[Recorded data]
-- Opening Marker --

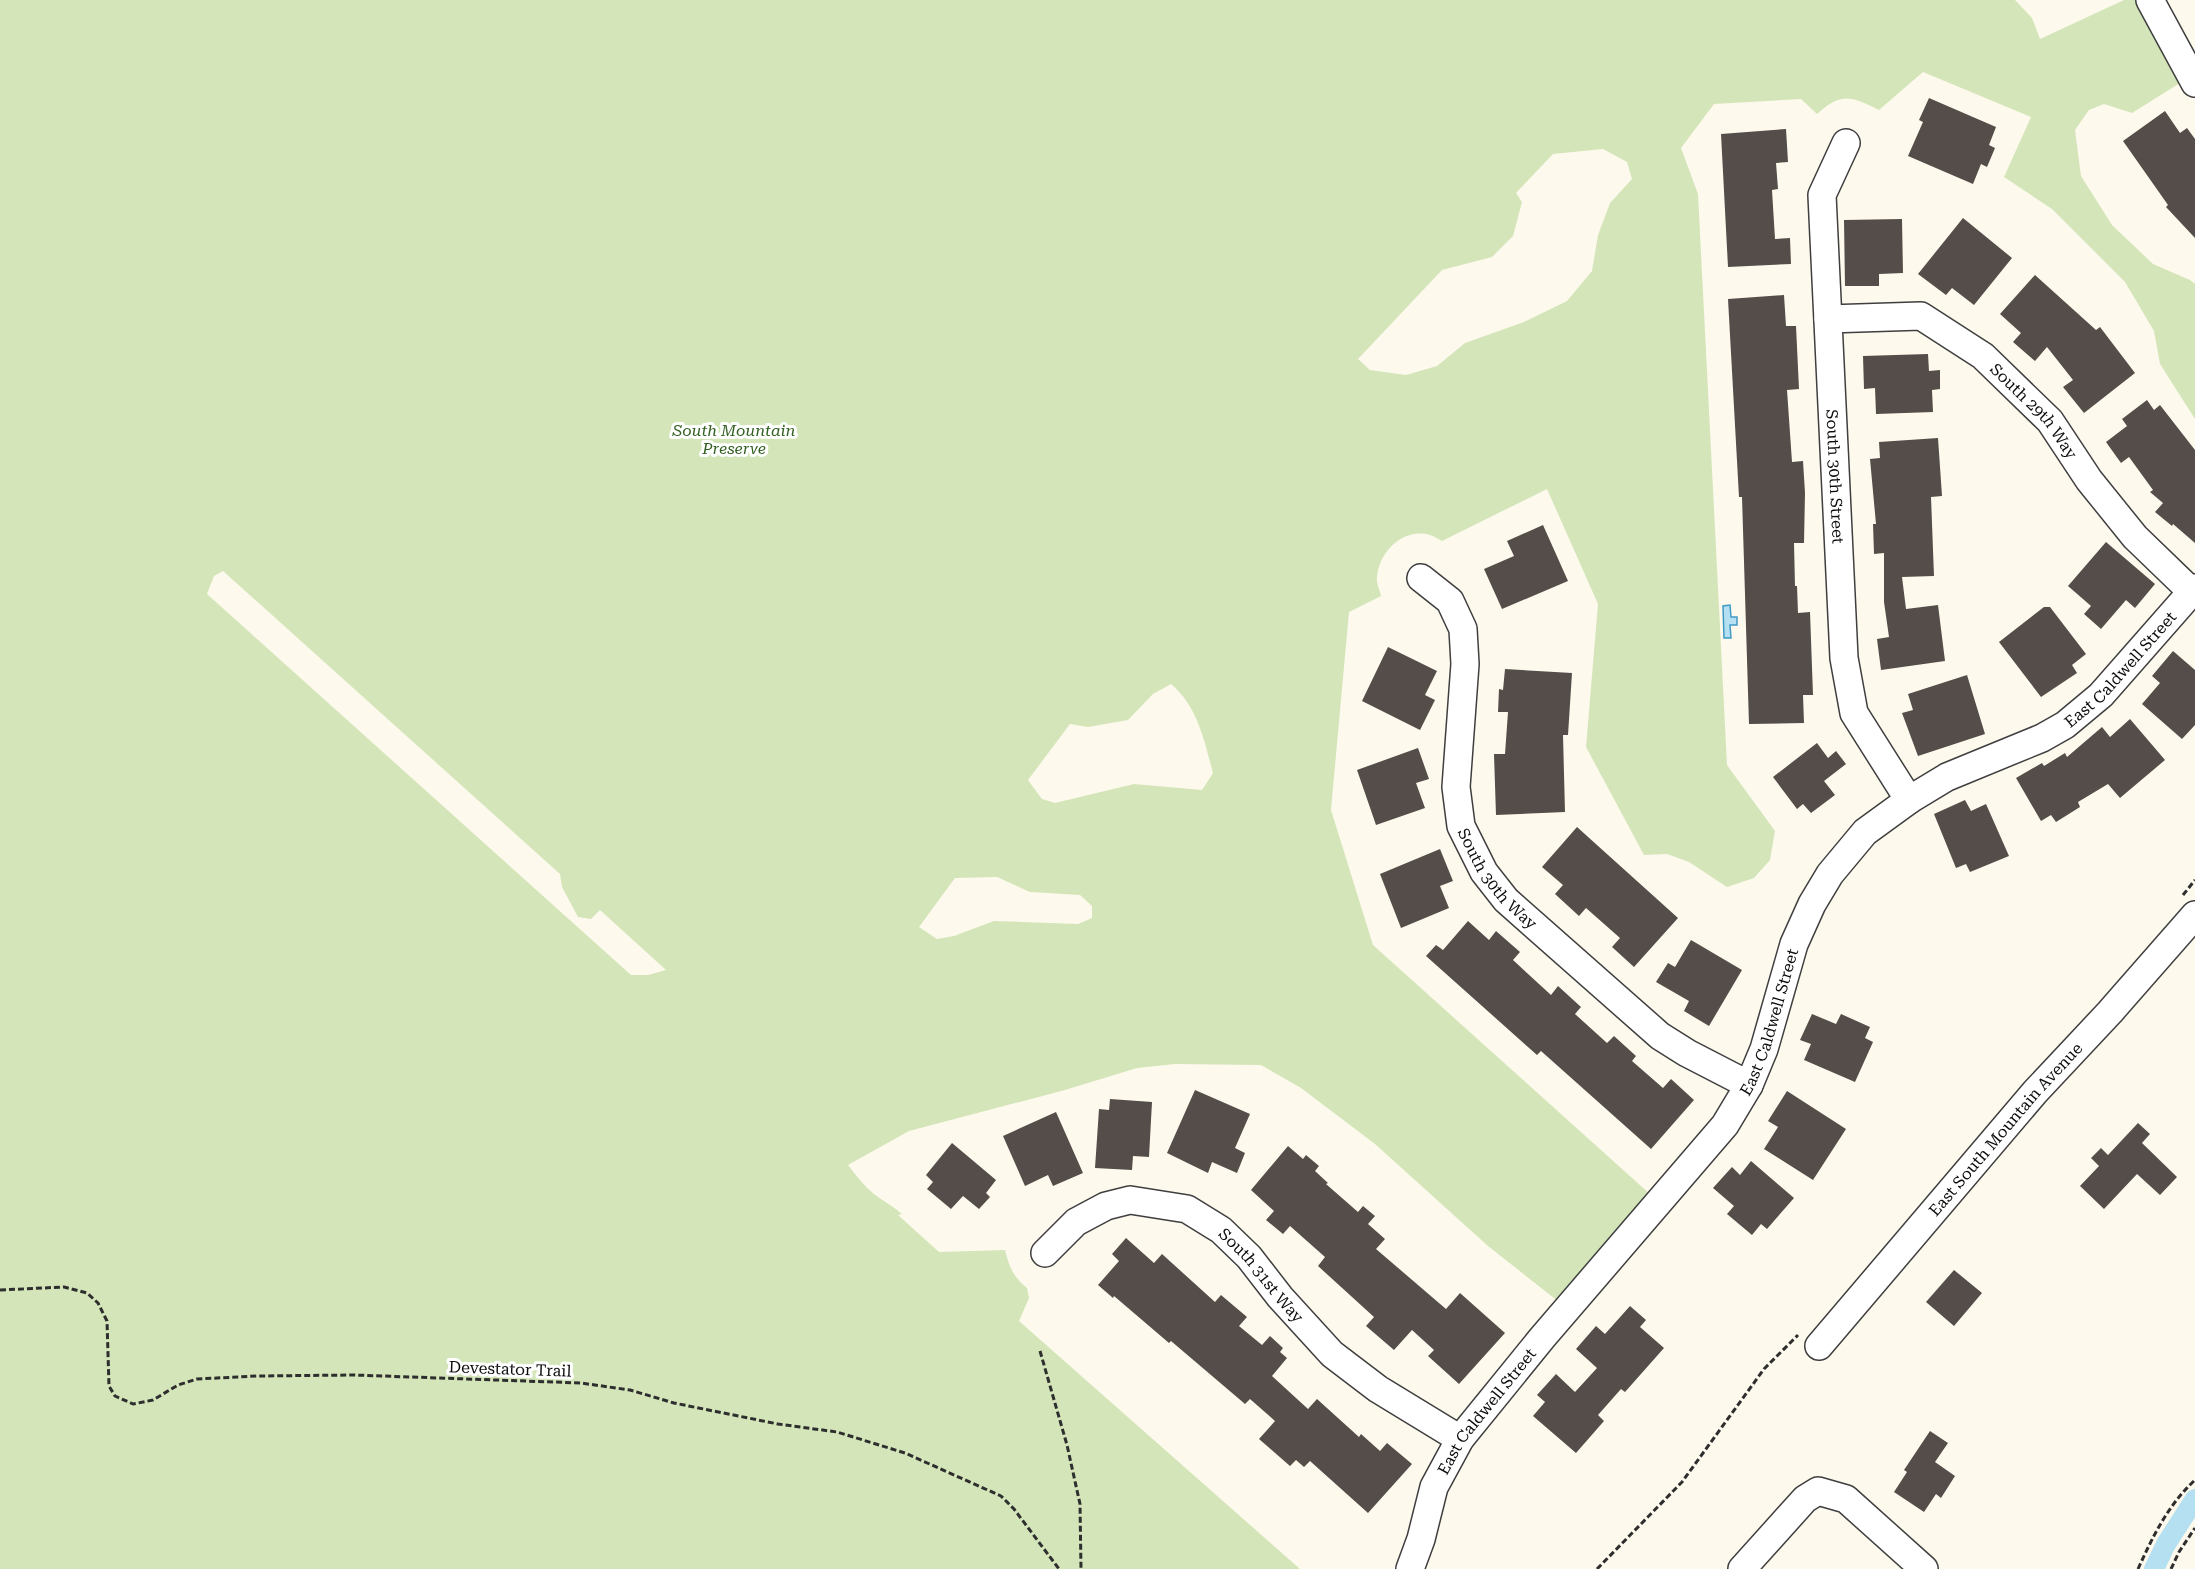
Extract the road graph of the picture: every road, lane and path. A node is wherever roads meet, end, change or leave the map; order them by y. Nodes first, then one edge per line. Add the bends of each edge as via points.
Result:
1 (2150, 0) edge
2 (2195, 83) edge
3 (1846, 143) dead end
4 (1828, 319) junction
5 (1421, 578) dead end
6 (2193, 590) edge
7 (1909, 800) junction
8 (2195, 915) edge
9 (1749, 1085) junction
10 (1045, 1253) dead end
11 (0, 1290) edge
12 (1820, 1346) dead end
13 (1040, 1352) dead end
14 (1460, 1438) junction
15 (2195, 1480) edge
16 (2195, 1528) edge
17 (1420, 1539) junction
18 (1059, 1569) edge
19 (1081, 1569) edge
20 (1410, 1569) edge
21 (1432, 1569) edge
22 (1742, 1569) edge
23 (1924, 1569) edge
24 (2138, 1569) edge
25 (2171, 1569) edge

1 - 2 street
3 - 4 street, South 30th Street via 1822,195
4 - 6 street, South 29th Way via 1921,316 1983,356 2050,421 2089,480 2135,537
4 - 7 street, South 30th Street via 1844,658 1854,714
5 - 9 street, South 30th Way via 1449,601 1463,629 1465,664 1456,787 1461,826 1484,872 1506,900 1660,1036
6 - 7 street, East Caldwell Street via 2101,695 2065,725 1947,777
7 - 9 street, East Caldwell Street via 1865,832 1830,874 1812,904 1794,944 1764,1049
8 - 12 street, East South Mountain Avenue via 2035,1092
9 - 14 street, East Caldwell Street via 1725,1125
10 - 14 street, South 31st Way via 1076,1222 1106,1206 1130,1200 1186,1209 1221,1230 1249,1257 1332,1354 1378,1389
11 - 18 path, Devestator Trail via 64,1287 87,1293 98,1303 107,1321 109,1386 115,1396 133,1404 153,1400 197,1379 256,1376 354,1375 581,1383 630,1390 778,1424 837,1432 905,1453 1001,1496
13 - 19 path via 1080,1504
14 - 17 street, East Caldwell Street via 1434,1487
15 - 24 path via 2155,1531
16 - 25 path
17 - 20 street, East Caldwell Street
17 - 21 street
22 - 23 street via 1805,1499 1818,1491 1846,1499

-- Closing Marker --
-- Opening Marker --

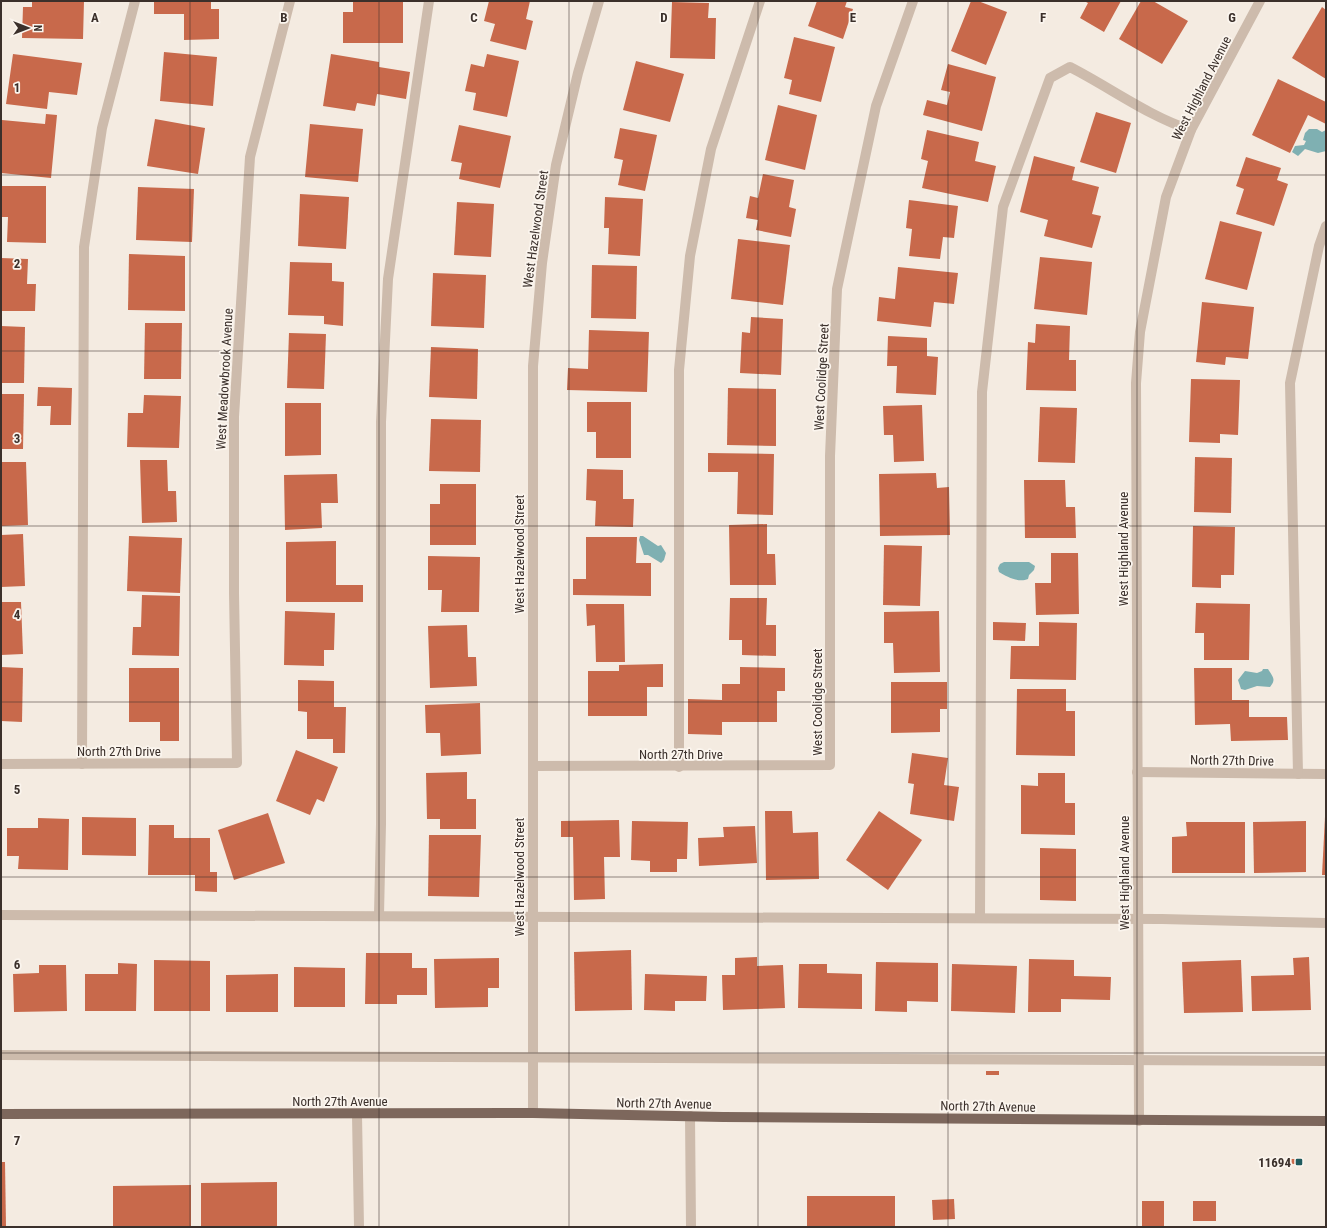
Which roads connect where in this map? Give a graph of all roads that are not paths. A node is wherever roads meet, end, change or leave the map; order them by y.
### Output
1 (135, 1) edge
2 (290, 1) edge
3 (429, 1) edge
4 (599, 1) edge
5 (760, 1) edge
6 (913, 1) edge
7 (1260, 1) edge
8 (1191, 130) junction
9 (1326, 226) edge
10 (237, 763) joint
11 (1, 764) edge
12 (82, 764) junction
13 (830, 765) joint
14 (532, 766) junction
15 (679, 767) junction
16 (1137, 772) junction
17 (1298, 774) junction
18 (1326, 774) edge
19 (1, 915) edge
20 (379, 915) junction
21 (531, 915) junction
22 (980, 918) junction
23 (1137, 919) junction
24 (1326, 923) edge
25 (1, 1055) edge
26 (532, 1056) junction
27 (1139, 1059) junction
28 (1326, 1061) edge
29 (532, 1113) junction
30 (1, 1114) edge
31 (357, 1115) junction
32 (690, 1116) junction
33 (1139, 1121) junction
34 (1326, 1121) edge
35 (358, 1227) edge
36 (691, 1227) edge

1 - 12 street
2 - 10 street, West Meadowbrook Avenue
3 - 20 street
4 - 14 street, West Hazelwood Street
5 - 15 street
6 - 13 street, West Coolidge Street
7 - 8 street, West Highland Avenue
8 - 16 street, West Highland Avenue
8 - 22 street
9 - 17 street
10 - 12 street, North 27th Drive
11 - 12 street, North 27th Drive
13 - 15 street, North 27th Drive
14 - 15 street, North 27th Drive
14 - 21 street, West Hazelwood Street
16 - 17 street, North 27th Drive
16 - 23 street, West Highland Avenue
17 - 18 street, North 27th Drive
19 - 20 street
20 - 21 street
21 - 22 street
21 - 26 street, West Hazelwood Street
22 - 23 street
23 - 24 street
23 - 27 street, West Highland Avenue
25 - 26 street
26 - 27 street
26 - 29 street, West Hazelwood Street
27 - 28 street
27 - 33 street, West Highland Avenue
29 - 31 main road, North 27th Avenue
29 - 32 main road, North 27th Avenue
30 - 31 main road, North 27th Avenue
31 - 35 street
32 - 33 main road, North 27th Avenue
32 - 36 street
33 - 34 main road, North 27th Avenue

-- Closing Marker --

What you will do:
Throughout the data above, copy all lines where the word "Highland" is found.

Task output:
7 - 8 street, West Highland Avenue
8 - 16 street, West Highland Avenue
16 - 23 street, West Highland Avenue
23 - 27 street, West Highland Avenue
27 - 33 street, West Highland Avenue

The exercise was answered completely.